Tories may revive minimum pot sentences
Justice Minister Rob Nicholson gestures as he rises during Question Period in the House of Commons on Parliament Hill in Ottawa on Friday, April 23, 2010. (Pawel Dwulit / THE CANADIAN PRESS)
Published Monday, May 3, 2010 6:29AM EDT
OTTAWA - The Tories are poised to revive a bill that would impose mandatory-minimum sentences on people convicted of growing small numbers of pot plants.
The Conservative government will re-introduce its drug bill this week in the Senate, as part of its continued re-tabling of tough-on-crime legislation that died when the last Parliament was prorogued.
Justice Minister Rob Nicholson dropped broad hints Sunday that the new legislation would revive a controversial provision -- a mandatory six-month sentence for people convicted of growing as few as five pot plants.
The Senate legal and constitutional affairs committee altered the Conservative bill in December raising the minimum-sentence provision to convictions for 200 plants, while preserving a judge's discretion for lesser transgressions.
At the time, Nicholson criticized the Senate and the Liberals for the changes, but the legislative debate ended when Prime Minister Stephen Harper was able to prorogue Parliament. The prime minister stacked the Senate with additional Conservatives to give them a majority in the upper house over the Liberals.
Nicholson said with the Conservatives now in control of the Senate, he expects to get the drug bill passed quickly, as he originally intended it.
"All I'll say is I wasn't impressed by the amendments made in the Senate and again we will be introducing it into the Senate. The bill that we will introduce I'm confident will have a much better chance of passing," Nicholson told The Canadian Press in an interview Sunday.
"They watered down some of the provisions with respect to the penalties. They wanted a separate aboriginal system. And again we want the bill to apply to everybody. And the penalties we were comfortable with."
Nicholson wouldn't give specific details, except to say that, "there will be mandatory-sentencing provisions in the bill."
The December amendments also gave aboriginal convicts an exemption from the minimum-sentence provisions.
The Senate said it wanted to target kingpins and other major players in the drug trade, while giving judges more leeway in dealing with lesser offences.

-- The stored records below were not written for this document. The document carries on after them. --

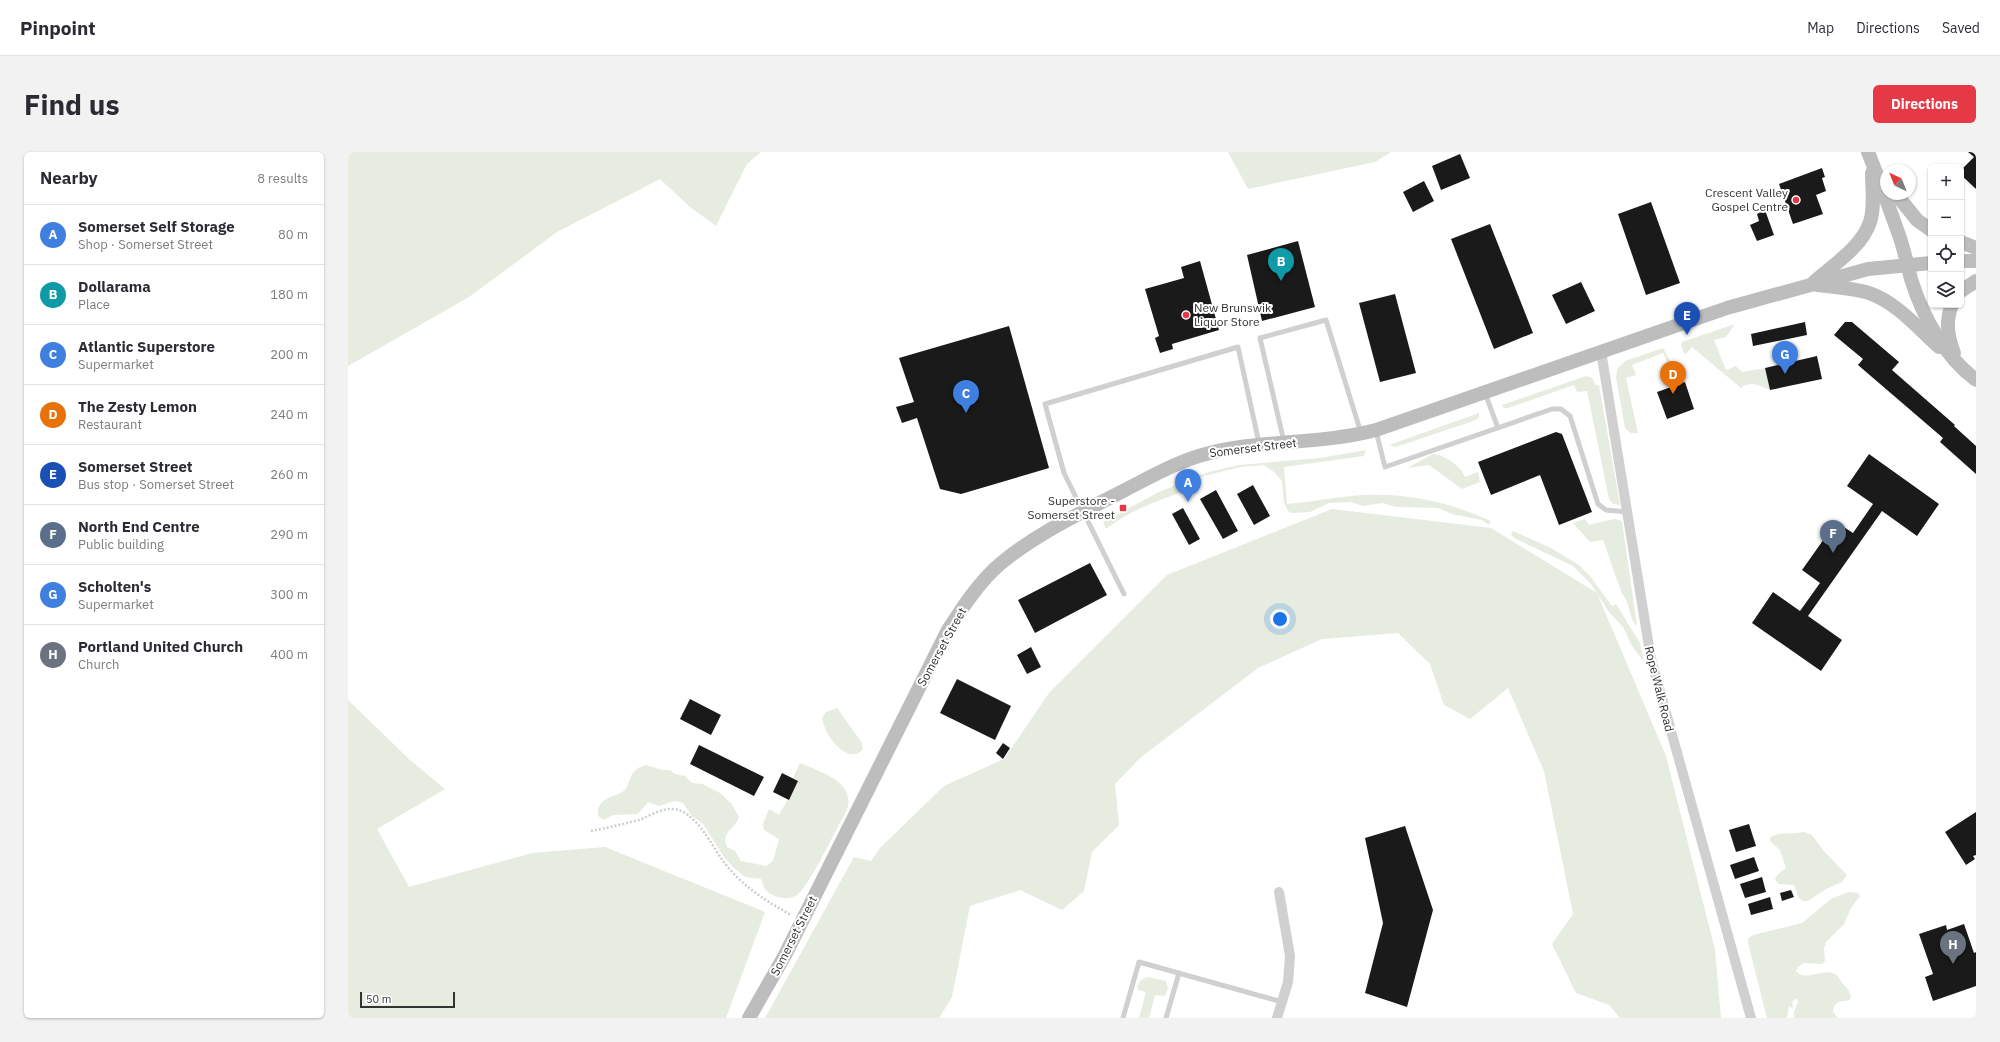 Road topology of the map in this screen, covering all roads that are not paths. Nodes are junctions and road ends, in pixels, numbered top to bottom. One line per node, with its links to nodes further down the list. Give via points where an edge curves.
1 (1870, 157): 2 (main road); 10 (main road, via 1900,236); 12 (main road, via 1873,209 1870,222 1860,240)
2 (1880, 172)
3 (1901, 200): 4 (main road, via 1917,220)
4 (1928, 228)
5 (1964, 243): 6 (main road)
6 (1976, 248)
7 (1964, 261): 8 (main road)
8 (1976, 261)
9 (1928, 263): 10 (main road, Somerset Street)
10 (1907, 265): 12 (main road, Somerset Street, via 1874,268); 16 (main road, via 1936,335)
11 (1976, 280): 13 (main road)
12 (1812, 284): 15 (main road, Somerset Street, via 1727,308); 16 (main road, via 1868,292 1879,297)
13 (1964, 289)
14 (1951, 308): 16 (main road, via 1948,330)
15 (1601, 352): 18 (main road, Somerset Street); 25 (street, Rope Walk Road)
16 (1957, 363): 17 (main road)
17 (1976, 380)
18 (1485, 392): 19 (lane); 20 (main road, Somerset Street)
19 (1498, 428): 20 (lane, via 1385,467); 25 (lane, via 1552,409 1565,410 1570,416 1598,504 1606,510)
20 (1376, 430): 21 (main road, Somerset Street)
21 (1361, 434): 22 (main road, Somerset Street); 22 (lane, via 1326,320 1260,338)
22 (1285, 444): 23 (main road, Somerset Street)
23 (1259, 446): 24 (main road, Somerset Street, via 1216,452 1179,463); 24 (lane, via 1238,347 1045,404 1064,473)
24 (1084, 512): 26 (lane); 30 (main road, Somerset Street, via 1041,535 1000,564 977,588 961,610 766,991)
25 (1626, 512): 34 (street, Rope Walk Road, via 1658,690)
26 (1124, 594)
27 (1279, 892): 29 (street, via 1290,956 1288,982)
28 (1179, 973): 29 (lane); 31 (lane, via 1139,962); 32 (lane)
29 (1282, 1002): 33 (street)
30 (749, 1018)
31 (1123, 1018)
32 (1166, 1018)
33 (1277, 1018)
34 (1751, 1018) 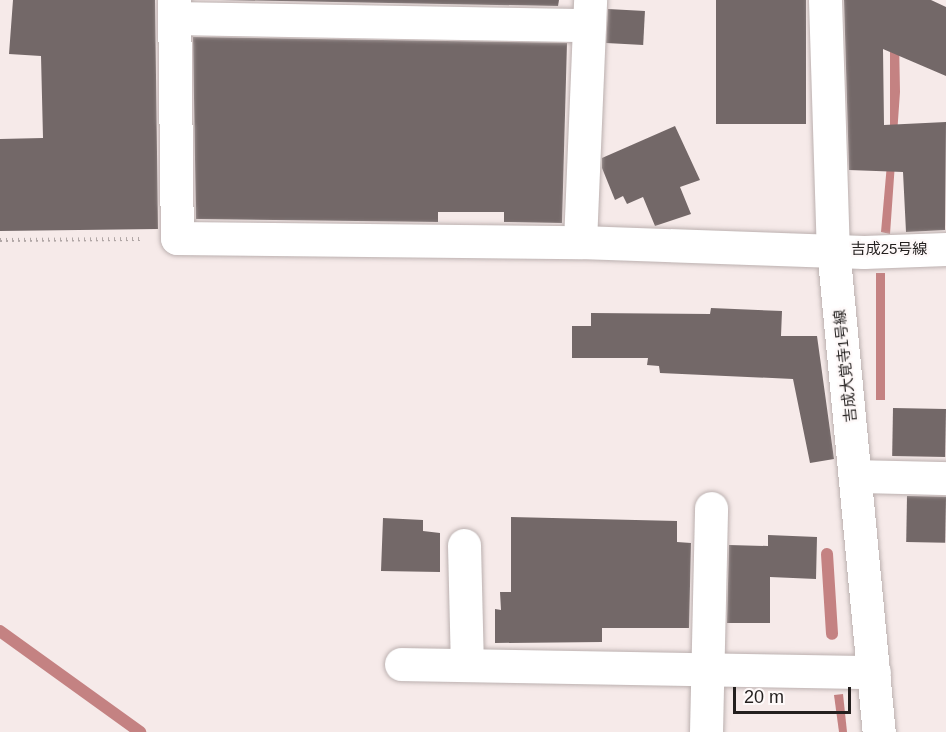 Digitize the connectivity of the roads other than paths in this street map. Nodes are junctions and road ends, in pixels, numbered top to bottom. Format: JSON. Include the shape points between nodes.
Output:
{"nodes":[{"id":1,"x":825,"y":0,"type":"edge"},
{"id":2,"x":175,"y":9,"type":"edge"},
{"id":3,"x":589,"y":13,"type":"edge"},
{"id":4,"x":580,"y":242,"type":"junction"},
{"id":5,"x":833,"y":248,"type":"junction"},
{"id":6,"x":946,"y":249,"type":"edge"},
{"id":7,"x":857,"y":476,"type":"junction"},
{"id":8,"x":946,"y":478,"type":"edge"},
{"id":9,"x":711,"y":508,"type":"dead end"},
{"id":10,"x":464,"y":545,"type":"dead end"},
{"id":11,"x":401,"y":664,"type":"dead end"},
{"id":12,"x":467,"y":665,"type":"junction"},
{"id":13,"x":707,"y":669,"type":"junction"},
{"id":14,"x":874,"y":672,"type":"junction"},
{"id":15,"x":706,"y":732,"type":"edge"},
{"id":16,"x":879,"y":732,"type":"edge"}],
"edges":[{"from":1,"to":5,"type":"street","name":"吉成大覚寺1号線"},
{"from":2,"to":3,"type":"street"},
{"from":2,"to":4,"type":"street","name":"吉成25号線","via":[[177,238]]},
{"from":3,"to":4,"type":"street"},
{"from":4,"to":5,"type":"street","name":"吉成25号線"},
{"from":5,"to":6,"type":"street","name":"吉成25号線","via":[[864,252]]},
{"from":5,"to":7,"type":"street","name":"吉成大覚寺1号線"},
{"from":7,"to":8,"type":"street"},
{"from":7,"to":14,"type":"street","name":"吉成大覚寺1号線"},
{"from":9,"to":13,"type":"street"},
{"from":10,"to":12,"type":"street"},
{"from":11,"to":12,"type":"street"},
{"from":12,"to":13,"type":"street"},
{"from":13,"to":14,"type":"street"},
{"from":13,"to":15,"type":"street"},
{"from":14,"to":16,"type":"street","name":"吉成大覚寺1号線"}]} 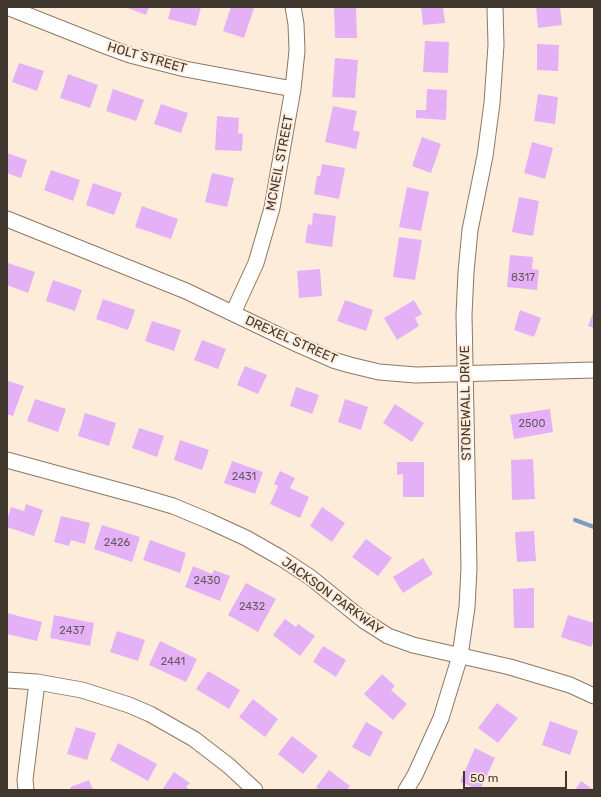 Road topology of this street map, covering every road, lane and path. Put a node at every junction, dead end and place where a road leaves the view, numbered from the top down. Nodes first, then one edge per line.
1 (7, 7) edge
2 (293, 7) edge
3 (495, 7) edge
4 (293, 89) junction
5 (7, 219) edge
6 (232, 313) junction
7 (594, 370) edge
8 (465, 374) junction
9 (7, 460) edge
10 (460, 656) junction
11 (7, 680) edge
12 (37, 682) junction
13 (594, 696) edge
14 (26, 790) edge
15 (255, 790) edge
16 (406, 790) edge

1 - 4 street, HOLT STREET
2 - 4 street, MCNEIL STREET
3 - 8 street, STONEWALL DRIVE
4 - 6 street, MCNEIL STREET
5 - 6 street, DREXEL STREET
6 - 8 street, DREXEL STREET
7 - 8 street, DREXEL STREET
8 - 10 street, STONEWALL DRIVE
9 - 10 street, JACKSON PARKWAY
10 - 13 street, JACKSON PARKWAY
10 - 16 street, STONEWALL DRIVE
11 - 12 street
12 - 14 street
12 - 15 street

Many analysts have warned that the Conservatives' tough-on-crime agenda would swell Canadian prisons, and create soaring new costs.
This past week, Public Safety Minister Vic Toews said the federal price tag for legislation that would end two-for-one credit for time served in pre-custody would be at least $2 billion over five years. That was up from his earlier estimate of $90 million over two years.
Toews only gave that estimate after The Canadian Press reported that the cost could be as high as $10 billion over five years for federal and provincial governments.
Nicholson refused to be drawn into any discussion about the potential costs associated with the drug bill.
"What's the cost to victims when violent individuals are out on the street that shouldn't be?" the justice minister asked Sunday.
"It does cost money to incarcerate people and I believe that Canadians have been willing to pay those costs up to this point and they'll continue to do so. If we don't, then Canadians will be further victimized. That's what victims groups tell me all the time."
The Vancouver police department said it was "disturbed" by the amendments made by Liberal senators, saying they would lead to a proliferation of grow-ops with less than 200 plants.
But groups such as the Centre for Addiction and Mental Health told the Senate committee last fall that mandatory-minimum sentences are a bad idea, saying drug dependency is a health issue, not a criminal justice matter.
The group told the committee that mandatory minimums have led to "ballooning" prison populations in the United States, and that several states were now focusing more on drug treatment programs.
The Conservatives have been critical of the Senate in the past for tinkering with legislation that was passed by the House of Commons.
"The bill will continue to focus on drug dealers and organized crime and that was the focus of the bill that I had in the Senate for over six months. This bill will be consistent with that," Nicholson said Sunday.
"It sends out the right message that if you get involved with drug dealing there's going to be serious consequences. It's consistent with what I've been told by law-enforcement agencies and my international counterparts that the people involved in dealing drugs are part of organized crime."
Nicholson said the government also planned this week to reintroduce its auto-theft bill in the Senate and would table a white-collar crime bill in the Commons.